The fourth, which troubles me most: when Benner, Dalio, Zeeberg and Šmihula all point to the same period — that is not independent confirmation. These researchers know each other’s work, or share common intellectual sources. The apparent convergence may be an artefact of shared intellectual tradition, not independent empirical discovery. True independence would require researchers who had never encountered each other’s frameworks arriving at the same conclusions from raw data. That is rare.


Capitalism as Phoenix

Every K-wave transition has cost something. Usually most to those near the disappearing sectors. In the 1840s those were textile artisans in England. In the 1930s — farmers and industrial workers. Now — some services and knowledge work. I won’t speak here of serenity about that. Only of clarity: this is not an anomaly. This is the cycle. And knowing where you are in the cycle doesn’t protect you from its costs — but at least lets you make decisions with open eyes.
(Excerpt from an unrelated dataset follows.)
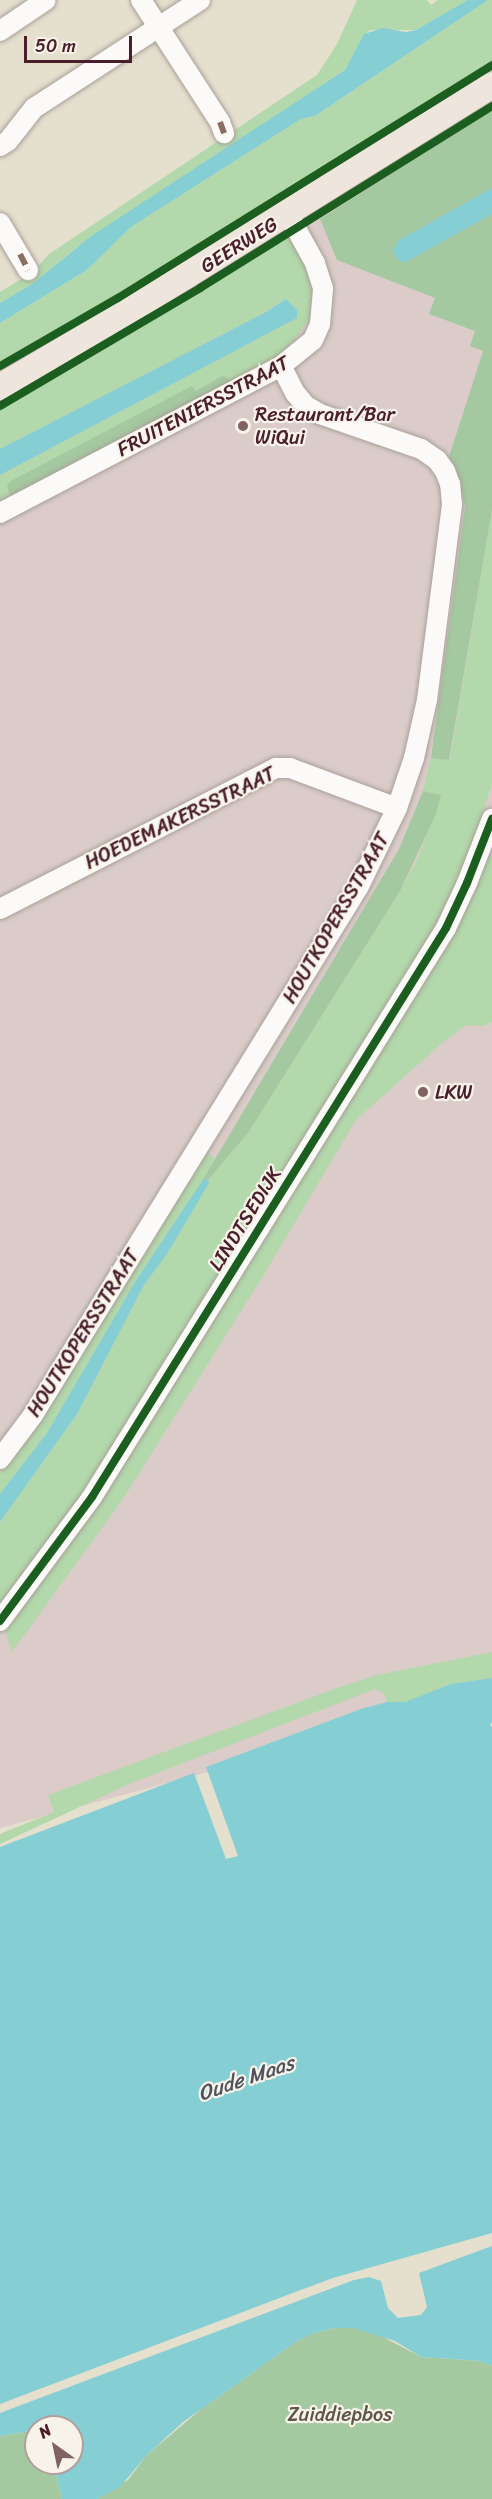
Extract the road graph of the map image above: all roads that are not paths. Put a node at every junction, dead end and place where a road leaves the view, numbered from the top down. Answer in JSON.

In the 1830s agricultural England gave way to industrial. Not smoothly — there was the Luddite rebellion in England, people smashing machines because their jobs were being eliminated. They didn’t stop the machines. But their pain was real, and to dismiss it as “the price of progress” is to speak from a very comfortable position.

In the 1930s the collapse of old financial structures gave birth to the Bretton Woods system, the social state, the mass consumption society. Those decisions were made from experience that a free market without stabilisers can produce political catastrophes. Weimar inflation, the Great Depression, Hitler’s rise to power — these were winter consequences when the political response was destruction, not reconstruction. In 1945–1980 a different direction was chosen.

In the 1970s the industrial welfare state gave way to financial capitalism and globalisation. That too was a choice — not a mechanical consequence of the K-wave. Choices made in winter determine the shape of the next spring. The phoenix always returns. It’s just that not those who remained standing at the doors of a disappearing sector ride it.


Sources

1. Kondratiev, N. D. (1925). “Bol’shie tsikly kon”yunktury” [The Long Cycles of Conjuncture]. Voprosy Kon”yunktury, 1(1), 28–79. [English translation: Kondratiev, N. D. (1984). The Long Wave Cycle. Richardson & Snyder.]

2. Schumpeter, J. A. (1939). Business Cycles: A Theoretical, Historical, and Statistical Analysis of the Capitalist Process (2 vols). McGraw-Hill. [The naming of Kondratiev waves and the three-cycle system.]

3. Šmihula, D. (2009). “The Waves of the Technological Innovations of the Modern Age and the Present Crisis as the End of the Wave of the Informational Technological Revolution.” Studia Politica Slovaca, 1, 32–47.

4. Šmihula, D. (2011). “Long Waves of Technological Innovations.” Studia Politica Slovaca, 2, 50–67.

5. Dalio, R. (2021). Principles for Dealing with the Changing World Order: Why Nations Succeed and Fail. Simon & Schuster.

6. Benner, S. T. (1875). Benner’s Prophecies of Future Ups and Downs in Prices: What Years to Make Money on Pig-Iron, Hogs, Corn, and Provisions. Robert Clarke & Co., Cincinnati.

7. Perez, C. (2002). Technological Revolutions and Financial Capital: The Dynamics of Bubbles and Golden Ages. Edward Elgar.

8. Grinin, L., Devezas, T. C., & Korotayev, A. (Eds.) (2012). Kondratieff Waves: Dimensions and Prospects at the Dawn of the 21st Century. Uchitel Publishing House.

9. Korotayev, A. V., & Tsirel, S. V. (2010). “A Spectral Analysis of World GDP Dynamics: Kondratieff Waves, Kuznets Swings, Juglar and Kitchin Cycles in Global Economic Development, and the 2008–2009 Economic Crisis.” Structure and Dynamics, 4(1).